Copy out all lines in the material below that contain the string "hand".
⟨
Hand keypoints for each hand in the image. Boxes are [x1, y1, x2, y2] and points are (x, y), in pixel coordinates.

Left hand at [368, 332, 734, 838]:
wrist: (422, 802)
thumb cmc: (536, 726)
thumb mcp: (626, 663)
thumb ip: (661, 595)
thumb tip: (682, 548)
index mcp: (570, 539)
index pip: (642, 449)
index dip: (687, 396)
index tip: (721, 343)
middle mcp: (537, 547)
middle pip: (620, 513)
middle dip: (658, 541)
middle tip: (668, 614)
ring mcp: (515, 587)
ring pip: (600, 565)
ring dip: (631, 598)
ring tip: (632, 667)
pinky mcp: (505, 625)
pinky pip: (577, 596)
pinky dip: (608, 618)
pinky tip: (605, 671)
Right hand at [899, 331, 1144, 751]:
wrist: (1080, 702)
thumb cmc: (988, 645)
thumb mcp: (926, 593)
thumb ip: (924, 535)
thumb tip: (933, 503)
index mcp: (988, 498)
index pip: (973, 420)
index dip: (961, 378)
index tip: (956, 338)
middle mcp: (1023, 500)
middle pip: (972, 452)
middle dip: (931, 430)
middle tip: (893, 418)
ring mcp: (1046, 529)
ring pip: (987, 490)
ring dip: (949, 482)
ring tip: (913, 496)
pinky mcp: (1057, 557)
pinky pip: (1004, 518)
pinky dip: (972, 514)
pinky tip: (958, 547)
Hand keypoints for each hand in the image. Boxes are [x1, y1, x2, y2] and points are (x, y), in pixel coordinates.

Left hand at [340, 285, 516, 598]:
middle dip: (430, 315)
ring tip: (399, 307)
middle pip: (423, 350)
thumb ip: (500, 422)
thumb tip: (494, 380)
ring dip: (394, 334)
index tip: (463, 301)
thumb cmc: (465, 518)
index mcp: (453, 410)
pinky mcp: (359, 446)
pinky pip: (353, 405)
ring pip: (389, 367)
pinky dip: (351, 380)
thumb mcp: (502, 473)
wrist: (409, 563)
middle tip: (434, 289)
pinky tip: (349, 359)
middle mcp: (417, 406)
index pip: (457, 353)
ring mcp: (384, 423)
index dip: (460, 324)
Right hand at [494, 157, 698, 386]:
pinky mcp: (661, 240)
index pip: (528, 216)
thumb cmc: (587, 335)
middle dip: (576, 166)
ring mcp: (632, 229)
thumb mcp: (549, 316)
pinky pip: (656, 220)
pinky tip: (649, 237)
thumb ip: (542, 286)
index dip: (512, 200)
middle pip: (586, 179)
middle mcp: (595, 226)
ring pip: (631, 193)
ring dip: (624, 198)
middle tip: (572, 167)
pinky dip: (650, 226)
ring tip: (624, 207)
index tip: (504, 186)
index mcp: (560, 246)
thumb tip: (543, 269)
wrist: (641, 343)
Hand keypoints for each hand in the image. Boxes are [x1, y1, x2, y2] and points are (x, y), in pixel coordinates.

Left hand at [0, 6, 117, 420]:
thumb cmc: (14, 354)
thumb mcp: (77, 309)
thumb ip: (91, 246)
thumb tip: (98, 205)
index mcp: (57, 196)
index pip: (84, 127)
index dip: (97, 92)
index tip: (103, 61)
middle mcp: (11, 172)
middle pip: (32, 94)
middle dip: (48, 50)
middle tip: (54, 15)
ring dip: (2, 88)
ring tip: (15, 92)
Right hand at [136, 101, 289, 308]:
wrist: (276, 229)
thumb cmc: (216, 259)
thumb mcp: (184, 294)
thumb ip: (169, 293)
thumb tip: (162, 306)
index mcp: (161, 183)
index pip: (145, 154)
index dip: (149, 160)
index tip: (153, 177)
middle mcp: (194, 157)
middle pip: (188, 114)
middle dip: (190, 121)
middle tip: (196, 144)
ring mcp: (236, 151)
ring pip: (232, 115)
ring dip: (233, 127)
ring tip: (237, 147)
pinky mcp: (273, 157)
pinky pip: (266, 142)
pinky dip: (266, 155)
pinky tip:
⟩
• [Answer to this exercise]
Hand keypoints for each hand in the image. Boxes are [x1, y1, x2, y2] and points are (x, y), in pixel coordinates.
Left hand at [368, 332, 734, 838]:
Right hand at [899, 331, 1144, 751]:
Hand keypoints for each hand in the image. Boxes are [x1, y1, x2, y2] and points are (x, y), in pixel coordinates.
Left hand at [340, 285, 516, 598]:
Right hand at [494, 157, 698, 386]:
Hand keypoints for each hand in the image. Boxes are [x1, y1, x2, y2] and points are (x, y), in pixel coordinates.
Left hand at [0, 6, 117, 420]:
Right hand at [136, 101, 289, 308]:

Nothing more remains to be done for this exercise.